The Invitation begins with an introduction to the films strongest character, Will (Marshall-Green). Much about Will points to suffering. As viewers watch him driving in the opening sequence, Will appears to be staring well beyond his point of sight, instead looking backwards in his mind, sinking in a somber reflection.

And why wouldn’t he be, when considering where he’s heading? Will and his girlfriend, Kira (Emayatzy Corinealdi), are driving to his ex-wife, Eden’s (Tammy Blanchard) dinner party being held at the same house they once attempted to raise a family in—a failure the severity of which, in terms of pain and suffering, seems to have brought nearly all but death to the two young adults.

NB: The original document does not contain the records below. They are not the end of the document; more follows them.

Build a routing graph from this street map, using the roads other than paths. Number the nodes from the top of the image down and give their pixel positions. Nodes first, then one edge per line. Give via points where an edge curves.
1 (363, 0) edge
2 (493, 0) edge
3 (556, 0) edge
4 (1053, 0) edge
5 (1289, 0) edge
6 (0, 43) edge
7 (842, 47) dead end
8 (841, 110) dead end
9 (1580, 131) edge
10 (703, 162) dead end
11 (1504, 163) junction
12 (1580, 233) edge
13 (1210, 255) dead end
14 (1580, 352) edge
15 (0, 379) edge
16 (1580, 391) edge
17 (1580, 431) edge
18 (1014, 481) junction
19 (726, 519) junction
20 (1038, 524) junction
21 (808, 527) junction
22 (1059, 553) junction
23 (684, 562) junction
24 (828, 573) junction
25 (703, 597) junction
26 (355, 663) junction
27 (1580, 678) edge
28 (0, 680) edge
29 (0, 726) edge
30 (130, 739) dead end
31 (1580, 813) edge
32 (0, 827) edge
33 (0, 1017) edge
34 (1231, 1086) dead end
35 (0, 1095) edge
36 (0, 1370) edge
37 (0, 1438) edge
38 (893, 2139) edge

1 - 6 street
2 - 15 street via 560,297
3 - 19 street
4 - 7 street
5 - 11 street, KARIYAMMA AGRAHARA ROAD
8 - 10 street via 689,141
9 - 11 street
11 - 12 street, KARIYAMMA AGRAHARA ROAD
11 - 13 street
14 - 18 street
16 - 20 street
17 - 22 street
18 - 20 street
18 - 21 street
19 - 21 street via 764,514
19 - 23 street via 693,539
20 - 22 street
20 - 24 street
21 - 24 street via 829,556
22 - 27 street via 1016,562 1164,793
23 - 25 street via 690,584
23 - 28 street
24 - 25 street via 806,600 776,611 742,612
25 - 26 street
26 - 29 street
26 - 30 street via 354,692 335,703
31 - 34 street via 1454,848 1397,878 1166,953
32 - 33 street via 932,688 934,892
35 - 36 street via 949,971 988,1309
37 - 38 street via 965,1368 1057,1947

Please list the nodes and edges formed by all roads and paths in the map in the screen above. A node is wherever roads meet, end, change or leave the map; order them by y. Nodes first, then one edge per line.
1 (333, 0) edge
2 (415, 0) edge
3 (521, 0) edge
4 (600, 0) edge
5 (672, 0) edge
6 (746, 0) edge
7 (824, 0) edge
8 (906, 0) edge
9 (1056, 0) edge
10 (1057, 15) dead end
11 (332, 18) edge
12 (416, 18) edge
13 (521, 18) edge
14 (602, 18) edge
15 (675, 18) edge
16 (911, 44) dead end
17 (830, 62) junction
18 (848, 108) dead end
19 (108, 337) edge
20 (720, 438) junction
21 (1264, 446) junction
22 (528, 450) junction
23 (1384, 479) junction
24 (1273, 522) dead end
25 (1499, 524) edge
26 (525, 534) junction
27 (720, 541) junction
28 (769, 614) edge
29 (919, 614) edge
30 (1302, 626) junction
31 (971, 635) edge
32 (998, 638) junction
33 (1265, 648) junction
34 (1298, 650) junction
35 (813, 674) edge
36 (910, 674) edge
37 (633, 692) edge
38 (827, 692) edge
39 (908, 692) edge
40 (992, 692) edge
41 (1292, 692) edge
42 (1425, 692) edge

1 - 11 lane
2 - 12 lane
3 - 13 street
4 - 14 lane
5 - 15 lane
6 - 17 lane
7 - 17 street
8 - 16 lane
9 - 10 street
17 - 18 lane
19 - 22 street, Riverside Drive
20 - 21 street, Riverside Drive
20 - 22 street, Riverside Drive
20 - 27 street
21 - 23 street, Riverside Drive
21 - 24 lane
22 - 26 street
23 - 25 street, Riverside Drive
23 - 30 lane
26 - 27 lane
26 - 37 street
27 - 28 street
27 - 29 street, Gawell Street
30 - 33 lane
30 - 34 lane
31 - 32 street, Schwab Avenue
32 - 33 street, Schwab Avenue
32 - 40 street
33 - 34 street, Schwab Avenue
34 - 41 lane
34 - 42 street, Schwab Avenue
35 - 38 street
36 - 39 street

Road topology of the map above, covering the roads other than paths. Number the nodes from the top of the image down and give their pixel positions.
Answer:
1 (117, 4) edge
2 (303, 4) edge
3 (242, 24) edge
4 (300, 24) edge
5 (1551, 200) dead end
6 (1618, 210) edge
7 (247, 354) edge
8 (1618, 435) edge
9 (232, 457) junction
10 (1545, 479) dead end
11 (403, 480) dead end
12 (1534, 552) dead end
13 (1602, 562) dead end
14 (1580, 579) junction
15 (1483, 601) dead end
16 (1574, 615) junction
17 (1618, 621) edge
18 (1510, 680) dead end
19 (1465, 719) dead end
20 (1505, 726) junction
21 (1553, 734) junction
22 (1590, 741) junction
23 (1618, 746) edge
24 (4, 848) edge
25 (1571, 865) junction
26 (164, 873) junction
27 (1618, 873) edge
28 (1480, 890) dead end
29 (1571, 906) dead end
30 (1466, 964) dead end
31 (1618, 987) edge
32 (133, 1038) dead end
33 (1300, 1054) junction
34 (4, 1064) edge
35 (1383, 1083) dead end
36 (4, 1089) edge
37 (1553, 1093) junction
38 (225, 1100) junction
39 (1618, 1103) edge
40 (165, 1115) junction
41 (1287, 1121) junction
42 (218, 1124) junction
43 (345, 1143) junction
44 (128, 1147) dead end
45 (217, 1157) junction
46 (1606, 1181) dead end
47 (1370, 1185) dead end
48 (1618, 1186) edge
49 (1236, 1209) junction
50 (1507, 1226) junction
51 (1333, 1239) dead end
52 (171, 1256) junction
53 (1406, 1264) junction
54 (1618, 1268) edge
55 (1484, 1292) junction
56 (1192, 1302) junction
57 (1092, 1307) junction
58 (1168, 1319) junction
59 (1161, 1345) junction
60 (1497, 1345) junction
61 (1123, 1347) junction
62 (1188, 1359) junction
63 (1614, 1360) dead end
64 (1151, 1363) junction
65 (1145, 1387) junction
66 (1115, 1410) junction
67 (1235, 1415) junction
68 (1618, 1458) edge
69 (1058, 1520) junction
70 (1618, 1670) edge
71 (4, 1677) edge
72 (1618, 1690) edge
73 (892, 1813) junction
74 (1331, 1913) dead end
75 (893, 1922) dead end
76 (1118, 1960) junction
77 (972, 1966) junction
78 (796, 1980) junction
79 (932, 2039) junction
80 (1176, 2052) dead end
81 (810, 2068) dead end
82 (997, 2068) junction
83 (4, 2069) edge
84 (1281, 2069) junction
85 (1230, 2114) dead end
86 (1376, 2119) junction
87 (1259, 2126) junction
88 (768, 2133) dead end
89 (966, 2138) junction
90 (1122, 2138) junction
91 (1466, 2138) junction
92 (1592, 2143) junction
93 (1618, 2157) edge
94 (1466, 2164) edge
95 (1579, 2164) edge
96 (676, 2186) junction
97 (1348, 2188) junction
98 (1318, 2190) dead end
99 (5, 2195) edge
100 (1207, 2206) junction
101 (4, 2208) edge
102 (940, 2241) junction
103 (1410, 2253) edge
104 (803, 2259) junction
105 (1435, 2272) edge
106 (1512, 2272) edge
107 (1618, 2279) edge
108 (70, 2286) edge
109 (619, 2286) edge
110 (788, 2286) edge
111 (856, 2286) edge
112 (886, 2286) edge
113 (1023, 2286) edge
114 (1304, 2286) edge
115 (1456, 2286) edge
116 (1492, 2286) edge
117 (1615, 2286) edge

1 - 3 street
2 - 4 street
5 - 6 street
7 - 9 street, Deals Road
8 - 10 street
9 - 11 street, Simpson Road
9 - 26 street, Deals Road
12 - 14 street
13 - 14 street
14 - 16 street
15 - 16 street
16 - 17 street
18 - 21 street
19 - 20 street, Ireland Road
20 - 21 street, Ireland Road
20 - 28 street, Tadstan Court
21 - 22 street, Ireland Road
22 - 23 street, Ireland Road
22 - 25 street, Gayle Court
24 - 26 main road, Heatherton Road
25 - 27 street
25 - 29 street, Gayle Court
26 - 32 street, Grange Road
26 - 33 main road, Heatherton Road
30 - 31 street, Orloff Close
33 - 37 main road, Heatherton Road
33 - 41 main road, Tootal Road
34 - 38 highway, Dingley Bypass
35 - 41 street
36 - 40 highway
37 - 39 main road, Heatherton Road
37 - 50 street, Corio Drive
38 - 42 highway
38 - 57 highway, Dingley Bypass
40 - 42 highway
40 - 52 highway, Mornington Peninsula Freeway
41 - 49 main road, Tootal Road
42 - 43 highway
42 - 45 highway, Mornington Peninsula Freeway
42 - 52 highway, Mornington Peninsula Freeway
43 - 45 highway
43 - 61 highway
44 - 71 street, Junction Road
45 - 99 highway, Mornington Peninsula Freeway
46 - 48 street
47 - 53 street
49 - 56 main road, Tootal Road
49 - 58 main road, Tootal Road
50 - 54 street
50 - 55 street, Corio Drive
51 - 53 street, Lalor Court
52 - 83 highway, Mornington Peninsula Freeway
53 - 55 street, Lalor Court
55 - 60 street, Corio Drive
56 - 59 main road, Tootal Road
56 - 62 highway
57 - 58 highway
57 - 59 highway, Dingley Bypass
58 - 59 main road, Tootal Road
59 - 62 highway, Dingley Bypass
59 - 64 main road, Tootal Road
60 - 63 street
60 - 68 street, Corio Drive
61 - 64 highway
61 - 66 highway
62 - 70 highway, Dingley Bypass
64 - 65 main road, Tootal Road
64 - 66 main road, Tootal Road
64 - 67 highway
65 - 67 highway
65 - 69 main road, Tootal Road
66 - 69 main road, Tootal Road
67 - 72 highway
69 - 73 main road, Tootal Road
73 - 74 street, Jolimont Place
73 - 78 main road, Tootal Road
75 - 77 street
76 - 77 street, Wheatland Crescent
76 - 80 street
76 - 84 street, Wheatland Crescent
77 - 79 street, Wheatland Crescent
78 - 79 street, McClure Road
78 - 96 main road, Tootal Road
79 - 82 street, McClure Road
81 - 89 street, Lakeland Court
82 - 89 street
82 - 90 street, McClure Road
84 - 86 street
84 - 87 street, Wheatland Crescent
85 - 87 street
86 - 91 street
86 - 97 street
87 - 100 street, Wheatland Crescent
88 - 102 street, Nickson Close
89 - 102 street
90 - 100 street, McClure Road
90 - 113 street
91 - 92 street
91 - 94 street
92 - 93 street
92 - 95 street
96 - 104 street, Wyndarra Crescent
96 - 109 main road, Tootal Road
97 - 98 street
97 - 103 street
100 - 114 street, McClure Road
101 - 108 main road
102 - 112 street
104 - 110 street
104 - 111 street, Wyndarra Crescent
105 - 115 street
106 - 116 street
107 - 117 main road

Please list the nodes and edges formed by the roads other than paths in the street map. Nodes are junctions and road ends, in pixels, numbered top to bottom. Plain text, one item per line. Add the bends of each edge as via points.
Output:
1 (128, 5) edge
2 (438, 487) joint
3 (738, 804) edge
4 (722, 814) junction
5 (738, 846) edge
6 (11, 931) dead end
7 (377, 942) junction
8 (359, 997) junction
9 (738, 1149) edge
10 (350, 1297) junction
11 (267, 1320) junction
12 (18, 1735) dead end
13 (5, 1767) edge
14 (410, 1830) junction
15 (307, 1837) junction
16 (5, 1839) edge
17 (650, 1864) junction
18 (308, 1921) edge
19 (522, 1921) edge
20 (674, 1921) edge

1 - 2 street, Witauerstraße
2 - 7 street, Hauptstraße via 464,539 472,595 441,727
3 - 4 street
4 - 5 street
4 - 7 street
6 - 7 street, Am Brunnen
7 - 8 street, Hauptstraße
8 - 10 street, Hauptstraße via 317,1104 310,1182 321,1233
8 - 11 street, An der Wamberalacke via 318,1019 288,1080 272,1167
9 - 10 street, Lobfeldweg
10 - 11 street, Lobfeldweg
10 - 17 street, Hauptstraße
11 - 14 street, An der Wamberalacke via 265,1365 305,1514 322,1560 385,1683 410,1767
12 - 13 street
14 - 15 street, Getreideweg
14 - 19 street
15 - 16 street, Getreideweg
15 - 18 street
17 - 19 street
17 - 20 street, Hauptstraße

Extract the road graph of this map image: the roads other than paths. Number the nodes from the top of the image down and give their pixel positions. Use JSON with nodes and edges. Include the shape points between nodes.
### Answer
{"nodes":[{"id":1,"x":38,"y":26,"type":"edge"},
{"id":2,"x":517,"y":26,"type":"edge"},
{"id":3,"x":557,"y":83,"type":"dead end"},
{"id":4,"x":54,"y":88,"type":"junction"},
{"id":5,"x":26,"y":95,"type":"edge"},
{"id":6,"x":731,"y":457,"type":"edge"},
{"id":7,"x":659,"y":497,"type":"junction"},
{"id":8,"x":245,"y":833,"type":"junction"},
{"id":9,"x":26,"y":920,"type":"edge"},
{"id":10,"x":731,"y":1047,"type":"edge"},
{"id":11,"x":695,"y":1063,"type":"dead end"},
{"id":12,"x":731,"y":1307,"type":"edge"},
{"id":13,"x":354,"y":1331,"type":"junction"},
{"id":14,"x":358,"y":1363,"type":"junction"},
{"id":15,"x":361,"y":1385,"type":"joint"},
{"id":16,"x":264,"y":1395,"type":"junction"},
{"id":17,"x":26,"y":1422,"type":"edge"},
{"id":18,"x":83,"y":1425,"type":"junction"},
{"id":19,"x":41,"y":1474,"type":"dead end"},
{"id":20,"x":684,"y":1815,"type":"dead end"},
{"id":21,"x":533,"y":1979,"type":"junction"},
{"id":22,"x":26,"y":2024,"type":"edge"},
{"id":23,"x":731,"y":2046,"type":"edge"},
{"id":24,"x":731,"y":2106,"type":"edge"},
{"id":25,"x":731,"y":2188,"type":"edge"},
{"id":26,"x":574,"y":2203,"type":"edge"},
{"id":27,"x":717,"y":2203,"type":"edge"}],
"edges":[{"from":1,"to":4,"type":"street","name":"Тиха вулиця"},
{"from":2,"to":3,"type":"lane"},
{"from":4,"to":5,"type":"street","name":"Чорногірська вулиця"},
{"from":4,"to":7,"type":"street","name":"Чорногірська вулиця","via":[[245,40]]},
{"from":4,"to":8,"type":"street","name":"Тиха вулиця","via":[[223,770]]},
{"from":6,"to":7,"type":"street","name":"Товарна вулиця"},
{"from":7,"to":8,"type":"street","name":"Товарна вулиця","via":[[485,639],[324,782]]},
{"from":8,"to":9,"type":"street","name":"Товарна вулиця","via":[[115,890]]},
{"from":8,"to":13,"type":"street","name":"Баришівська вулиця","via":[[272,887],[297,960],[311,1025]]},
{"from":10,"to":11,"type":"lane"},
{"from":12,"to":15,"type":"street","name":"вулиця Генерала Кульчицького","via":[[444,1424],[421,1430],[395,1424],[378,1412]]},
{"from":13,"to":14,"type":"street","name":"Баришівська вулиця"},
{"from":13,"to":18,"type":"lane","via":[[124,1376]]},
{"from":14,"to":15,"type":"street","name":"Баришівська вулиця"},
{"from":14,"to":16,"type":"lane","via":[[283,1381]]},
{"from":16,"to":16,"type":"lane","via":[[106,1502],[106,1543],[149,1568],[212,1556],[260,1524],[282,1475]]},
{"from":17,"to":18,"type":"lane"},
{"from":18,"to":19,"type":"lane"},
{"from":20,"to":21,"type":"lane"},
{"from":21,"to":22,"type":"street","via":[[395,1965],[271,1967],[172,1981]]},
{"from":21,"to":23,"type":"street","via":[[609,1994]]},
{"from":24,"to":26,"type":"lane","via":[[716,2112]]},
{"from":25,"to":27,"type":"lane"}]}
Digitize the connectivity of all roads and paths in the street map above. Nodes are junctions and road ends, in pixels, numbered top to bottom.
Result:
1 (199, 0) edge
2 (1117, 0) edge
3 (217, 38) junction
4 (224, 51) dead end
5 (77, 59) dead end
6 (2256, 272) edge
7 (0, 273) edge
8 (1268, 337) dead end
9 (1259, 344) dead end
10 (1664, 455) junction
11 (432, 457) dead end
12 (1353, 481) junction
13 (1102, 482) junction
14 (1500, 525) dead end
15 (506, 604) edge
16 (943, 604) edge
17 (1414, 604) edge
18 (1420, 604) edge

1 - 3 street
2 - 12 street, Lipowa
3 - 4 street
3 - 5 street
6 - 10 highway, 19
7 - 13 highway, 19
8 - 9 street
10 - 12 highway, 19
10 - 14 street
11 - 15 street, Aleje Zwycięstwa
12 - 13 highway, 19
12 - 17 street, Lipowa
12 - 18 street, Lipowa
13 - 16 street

Kusama, in her effective way of storytelling, directs the audience to follow Will closely; consequently, viewers become attendees at the dinner party, arriving with Will and Kira to participate in the evenings carefully arranged events. Through Will, viewers catch a glimpse of he and Eden’s previous life together, which is critical in framing this night in its true context. This is evinced in flashback scenes, horrific rifts in consciousness in which an emotionally fractured Will suffers from visions past, undoubtedly fueled by the sense-connection with objects within the arena of his great pain. In these flashbacks, viewers hardly recognize Will—hair short, clean-shaven; absolutely not a single trace of the Jesus-like visage that brands him now.

Will

Will’s languid, stultified movement, disheveled appearance and mostly detached demeanor suggest that his pain harbored in the past holds much of his person there as well. Will appears on the fringe, already carrying too much, and the film has just begun. This is a man in the throes of something awful, which is a brilliant stroke on behalf of his character, as audiences cannot fully trust in his guidance, as Will is clearly intoxicated with grief.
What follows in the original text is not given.